TL;DR
We can increase the performance of R1-Llama-8B on MATH500 by steering in the 'Reconsideration' direction!
| Steering Coef. |
Accuracy |
CoT Length |
| 0.0 |
90.00% |
3078 |
| 0.1 |
93.75% |
4415 |
More generally, the 'Reconsideration' direction trades off accuracy with CoT length.
Description
In this experiment, @wendlerc found a steering vector that roughly represents reconsideration behavior in the chain of thought of R1-Llama-8B using the GSM8K dataset.
We show here that this steering vector trades performance and CoT length in the MATH500 dataset. More precisely, adding this vector increases accuracy while producing longer CoT, and subtracting this vector gives shorter CoTs with a decrease in accuracy.
Subtracting vector. For layers 12 to 15 of R1-Llama-8B, we take a question from MATH500 (see prompt template below), add the corresponding steering vectors found by @wendlerc at the residual stream for the last token and sample 64 new tokens. We then add the steering vectors at the new last token, and sample 64 tokens again, and so on until the model outputs <EOS> with an upper bound of 16384 tokens. We get that the accuracy and CoT lengths drop as we have a smaller coefficient.
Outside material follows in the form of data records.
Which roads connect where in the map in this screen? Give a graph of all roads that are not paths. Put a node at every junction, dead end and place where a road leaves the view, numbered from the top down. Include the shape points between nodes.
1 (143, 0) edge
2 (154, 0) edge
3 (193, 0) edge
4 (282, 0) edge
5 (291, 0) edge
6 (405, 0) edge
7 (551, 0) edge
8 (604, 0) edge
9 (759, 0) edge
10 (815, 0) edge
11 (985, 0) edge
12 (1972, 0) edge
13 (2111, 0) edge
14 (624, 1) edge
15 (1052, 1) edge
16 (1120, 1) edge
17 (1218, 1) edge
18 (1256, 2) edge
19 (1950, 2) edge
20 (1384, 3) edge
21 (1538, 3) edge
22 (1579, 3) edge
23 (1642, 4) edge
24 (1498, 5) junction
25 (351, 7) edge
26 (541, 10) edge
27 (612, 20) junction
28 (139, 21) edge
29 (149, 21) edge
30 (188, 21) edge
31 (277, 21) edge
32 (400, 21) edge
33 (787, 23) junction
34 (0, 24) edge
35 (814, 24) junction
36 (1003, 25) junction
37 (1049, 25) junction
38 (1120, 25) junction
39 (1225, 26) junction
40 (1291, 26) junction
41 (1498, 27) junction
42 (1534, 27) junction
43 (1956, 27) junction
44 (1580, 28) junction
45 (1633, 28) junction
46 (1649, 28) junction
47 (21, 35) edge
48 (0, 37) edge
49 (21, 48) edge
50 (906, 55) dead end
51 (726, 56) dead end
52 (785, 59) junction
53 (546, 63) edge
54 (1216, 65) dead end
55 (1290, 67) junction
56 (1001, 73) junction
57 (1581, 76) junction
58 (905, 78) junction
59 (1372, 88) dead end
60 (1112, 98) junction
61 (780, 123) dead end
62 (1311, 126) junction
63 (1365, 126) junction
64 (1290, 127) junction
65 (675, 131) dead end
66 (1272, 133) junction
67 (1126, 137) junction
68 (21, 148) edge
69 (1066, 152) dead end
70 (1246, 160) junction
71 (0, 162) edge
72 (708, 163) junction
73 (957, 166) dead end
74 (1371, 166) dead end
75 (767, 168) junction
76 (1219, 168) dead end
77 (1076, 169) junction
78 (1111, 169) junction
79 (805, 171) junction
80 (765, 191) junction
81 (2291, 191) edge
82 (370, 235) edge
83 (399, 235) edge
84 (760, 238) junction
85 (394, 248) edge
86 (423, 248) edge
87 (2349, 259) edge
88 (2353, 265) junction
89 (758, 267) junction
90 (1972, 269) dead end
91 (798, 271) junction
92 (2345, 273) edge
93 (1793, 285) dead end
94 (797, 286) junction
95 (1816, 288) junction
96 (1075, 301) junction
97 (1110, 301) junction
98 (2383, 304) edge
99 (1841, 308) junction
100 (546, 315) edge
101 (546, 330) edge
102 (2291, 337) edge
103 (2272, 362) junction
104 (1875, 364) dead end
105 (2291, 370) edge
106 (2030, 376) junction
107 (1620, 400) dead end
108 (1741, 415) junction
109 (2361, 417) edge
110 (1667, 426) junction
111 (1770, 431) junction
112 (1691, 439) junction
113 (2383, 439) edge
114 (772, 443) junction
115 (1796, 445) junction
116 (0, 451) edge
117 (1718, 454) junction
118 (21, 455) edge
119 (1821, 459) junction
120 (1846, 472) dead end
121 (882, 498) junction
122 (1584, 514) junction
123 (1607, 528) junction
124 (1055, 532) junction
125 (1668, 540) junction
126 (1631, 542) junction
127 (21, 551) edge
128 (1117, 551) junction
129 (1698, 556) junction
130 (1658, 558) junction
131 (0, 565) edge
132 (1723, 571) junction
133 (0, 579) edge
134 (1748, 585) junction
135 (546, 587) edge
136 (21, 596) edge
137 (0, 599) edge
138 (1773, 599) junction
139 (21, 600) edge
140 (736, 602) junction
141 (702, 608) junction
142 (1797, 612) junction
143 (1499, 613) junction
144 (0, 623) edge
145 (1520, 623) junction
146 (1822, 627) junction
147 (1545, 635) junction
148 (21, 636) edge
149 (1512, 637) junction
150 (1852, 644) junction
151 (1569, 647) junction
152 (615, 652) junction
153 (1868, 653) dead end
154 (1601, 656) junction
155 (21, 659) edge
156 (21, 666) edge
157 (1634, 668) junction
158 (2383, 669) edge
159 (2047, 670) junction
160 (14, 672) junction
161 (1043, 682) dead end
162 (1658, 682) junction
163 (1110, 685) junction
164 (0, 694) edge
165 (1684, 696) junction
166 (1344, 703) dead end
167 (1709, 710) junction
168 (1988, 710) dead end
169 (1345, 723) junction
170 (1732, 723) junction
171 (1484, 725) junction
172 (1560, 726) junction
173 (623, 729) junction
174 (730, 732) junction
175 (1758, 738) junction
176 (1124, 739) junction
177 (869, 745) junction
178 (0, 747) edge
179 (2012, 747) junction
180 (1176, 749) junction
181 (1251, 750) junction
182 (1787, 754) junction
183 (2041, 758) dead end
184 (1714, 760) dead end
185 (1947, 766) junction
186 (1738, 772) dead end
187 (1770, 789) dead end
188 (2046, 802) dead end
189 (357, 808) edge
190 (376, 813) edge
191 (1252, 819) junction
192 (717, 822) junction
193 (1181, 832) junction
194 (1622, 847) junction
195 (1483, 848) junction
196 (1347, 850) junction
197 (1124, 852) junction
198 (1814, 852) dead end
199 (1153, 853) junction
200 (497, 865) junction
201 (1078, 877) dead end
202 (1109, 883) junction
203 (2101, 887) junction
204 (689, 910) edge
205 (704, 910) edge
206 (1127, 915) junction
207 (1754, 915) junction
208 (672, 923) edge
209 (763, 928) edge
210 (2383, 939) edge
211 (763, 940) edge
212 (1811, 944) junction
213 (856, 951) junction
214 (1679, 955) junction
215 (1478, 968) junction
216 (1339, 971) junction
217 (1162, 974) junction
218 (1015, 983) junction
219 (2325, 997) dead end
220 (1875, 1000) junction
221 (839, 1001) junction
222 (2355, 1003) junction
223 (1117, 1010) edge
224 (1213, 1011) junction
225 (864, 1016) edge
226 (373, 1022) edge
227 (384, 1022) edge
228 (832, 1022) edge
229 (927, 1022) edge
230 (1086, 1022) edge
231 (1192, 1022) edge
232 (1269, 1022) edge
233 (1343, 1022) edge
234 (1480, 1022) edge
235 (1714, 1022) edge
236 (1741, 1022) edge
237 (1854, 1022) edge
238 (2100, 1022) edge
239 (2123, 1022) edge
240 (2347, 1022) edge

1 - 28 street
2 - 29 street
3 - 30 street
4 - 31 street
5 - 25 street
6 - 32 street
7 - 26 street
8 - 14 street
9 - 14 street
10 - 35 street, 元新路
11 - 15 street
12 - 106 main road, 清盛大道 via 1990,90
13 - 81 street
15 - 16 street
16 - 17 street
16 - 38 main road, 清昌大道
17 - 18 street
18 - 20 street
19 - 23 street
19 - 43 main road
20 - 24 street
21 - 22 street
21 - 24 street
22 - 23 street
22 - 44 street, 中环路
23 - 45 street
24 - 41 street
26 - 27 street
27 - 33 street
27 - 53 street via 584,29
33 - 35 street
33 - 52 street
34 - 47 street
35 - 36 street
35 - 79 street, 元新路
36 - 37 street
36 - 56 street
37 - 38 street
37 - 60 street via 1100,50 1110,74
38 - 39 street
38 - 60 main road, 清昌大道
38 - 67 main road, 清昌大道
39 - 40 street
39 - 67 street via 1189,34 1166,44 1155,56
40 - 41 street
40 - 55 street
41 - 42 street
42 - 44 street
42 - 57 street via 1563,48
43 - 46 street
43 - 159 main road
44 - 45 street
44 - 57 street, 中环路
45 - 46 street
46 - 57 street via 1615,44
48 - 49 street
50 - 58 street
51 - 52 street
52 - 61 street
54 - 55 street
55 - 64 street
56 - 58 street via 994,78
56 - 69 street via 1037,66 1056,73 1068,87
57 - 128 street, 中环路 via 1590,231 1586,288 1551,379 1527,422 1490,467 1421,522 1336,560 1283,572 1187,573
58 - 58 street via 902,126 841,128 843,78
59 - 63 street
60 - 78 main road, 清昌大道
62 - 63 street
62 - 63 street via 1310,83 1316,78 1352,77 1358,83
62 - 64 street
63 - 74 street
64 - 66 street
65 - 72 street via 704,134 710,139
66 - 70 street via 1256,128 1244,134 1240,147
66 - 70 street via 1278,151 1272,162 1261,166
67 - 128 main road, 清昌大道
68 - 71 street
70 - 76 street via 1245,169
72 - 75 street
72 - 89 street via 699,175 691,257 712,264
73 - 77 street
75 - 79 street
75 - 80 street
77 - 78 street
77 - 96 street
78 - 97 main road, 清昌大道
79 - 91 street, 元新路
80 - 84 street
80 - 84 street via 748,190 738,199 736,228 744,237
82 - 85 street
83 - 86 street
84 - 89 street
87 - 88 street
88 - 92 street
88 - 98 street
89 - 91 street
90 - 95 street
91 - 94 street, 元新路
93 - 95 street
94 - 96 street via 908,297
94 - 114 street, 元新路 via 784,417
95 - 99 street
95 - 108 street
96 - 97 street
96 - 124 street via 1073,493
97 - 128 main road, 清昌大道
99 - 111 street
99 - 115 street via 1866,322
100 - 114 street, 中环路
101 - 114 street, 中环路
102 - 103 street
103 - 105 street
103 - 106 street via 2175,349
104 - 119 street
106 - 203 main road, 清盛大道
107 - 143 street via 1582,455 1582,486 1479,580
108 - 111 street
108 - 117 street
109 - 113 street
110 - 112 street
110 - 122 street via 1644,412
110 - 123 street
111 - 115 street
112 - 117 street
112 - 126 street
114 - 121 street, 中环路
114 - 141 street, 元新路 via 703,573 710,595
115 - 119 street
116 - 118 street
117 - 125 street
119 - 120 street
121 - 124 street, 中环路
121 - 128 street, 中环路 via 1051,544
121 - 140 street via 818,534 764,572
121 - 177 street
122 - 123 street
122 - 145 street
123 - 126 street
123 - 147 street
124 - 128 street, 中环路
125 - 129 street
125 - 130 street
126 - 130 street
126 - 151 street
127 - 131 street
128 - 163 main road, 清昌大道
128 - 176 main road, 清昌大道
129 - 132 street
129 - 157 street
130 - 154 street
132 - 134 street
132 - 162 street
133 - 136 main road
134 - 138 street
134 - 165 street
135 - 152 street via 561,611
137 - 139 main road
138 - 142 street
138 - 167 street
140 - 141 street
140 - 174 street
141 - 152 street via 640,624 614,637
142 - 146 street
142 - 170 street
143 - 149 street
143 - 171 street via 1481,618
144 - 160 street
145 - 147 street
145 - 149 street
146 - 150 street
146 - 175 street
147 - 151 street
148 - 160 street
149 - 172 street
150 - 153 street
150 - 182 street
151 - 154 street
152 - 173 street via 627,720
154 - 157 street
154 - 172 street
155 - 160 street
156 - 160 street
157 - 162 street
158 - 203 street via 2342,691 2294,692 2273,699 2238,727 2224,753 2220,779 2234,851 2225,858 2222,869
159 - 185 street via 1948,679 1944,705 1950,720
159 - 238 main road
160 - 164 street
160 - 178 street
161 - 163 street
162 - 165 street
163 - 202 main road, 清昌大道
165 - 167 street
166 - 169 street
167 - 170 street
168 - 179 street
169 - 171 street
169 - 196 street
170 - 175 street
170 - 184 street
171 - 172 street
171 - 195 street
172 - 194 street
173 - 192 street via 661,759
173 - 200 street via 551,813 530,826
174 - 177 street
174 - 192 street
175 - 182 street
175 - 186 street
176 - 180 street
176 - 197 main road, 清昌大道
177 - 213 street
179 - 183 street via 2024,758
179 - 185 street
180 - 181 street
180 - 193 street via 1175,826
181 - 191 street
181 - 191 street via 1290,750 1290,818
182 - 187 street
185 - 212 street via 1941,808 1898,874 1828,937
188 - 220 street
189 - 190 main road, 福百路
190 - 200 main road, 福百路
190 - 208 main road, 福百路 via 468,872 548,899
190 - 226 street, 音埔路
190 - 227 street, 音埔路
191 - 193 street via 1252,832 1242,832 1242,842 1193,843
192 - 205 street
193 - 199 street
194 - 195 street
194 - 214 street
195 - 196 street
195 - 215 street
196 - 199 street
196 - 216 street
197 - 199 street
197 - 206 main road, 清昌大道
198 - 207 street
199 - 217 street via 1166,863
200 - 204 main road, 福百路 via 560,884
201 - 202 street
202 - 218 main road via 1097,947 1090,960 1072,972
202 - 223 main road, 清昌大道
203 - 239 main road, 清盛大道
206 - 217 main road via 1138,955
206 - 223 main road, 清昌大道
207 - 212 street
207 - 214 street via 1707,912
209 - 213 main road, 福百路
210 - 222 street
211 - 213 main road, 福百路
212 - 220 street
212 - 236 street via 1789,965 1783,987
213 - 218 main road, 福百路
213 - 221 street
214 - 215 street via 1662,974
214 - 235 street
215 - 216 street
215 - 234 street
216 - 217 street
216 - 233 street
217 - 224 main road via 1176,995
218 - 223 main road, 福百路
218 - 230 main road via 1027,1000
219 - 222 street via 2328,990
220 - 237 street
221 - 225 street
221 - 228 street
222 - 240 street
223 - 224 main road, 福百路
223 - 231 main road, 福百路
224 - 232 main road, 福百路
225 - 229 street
This is computed using 110 MATH500 questions. The CoT length plot is the average CoT length among the questions that were answered correctly.
Adding vector. Using the 110 MATH500 questions, I looked at the questions that the vanilla (no steering coefficient) R1-Llama-8B got wrong, and optimized over the steering coefficient and number of tokens that we sample before steering again (in the previous experiment it was 64) and found that using a steering coefficient of 0.1 and steering after every 4096 tokens can solve around half of the questions that the vanilla model got wrong.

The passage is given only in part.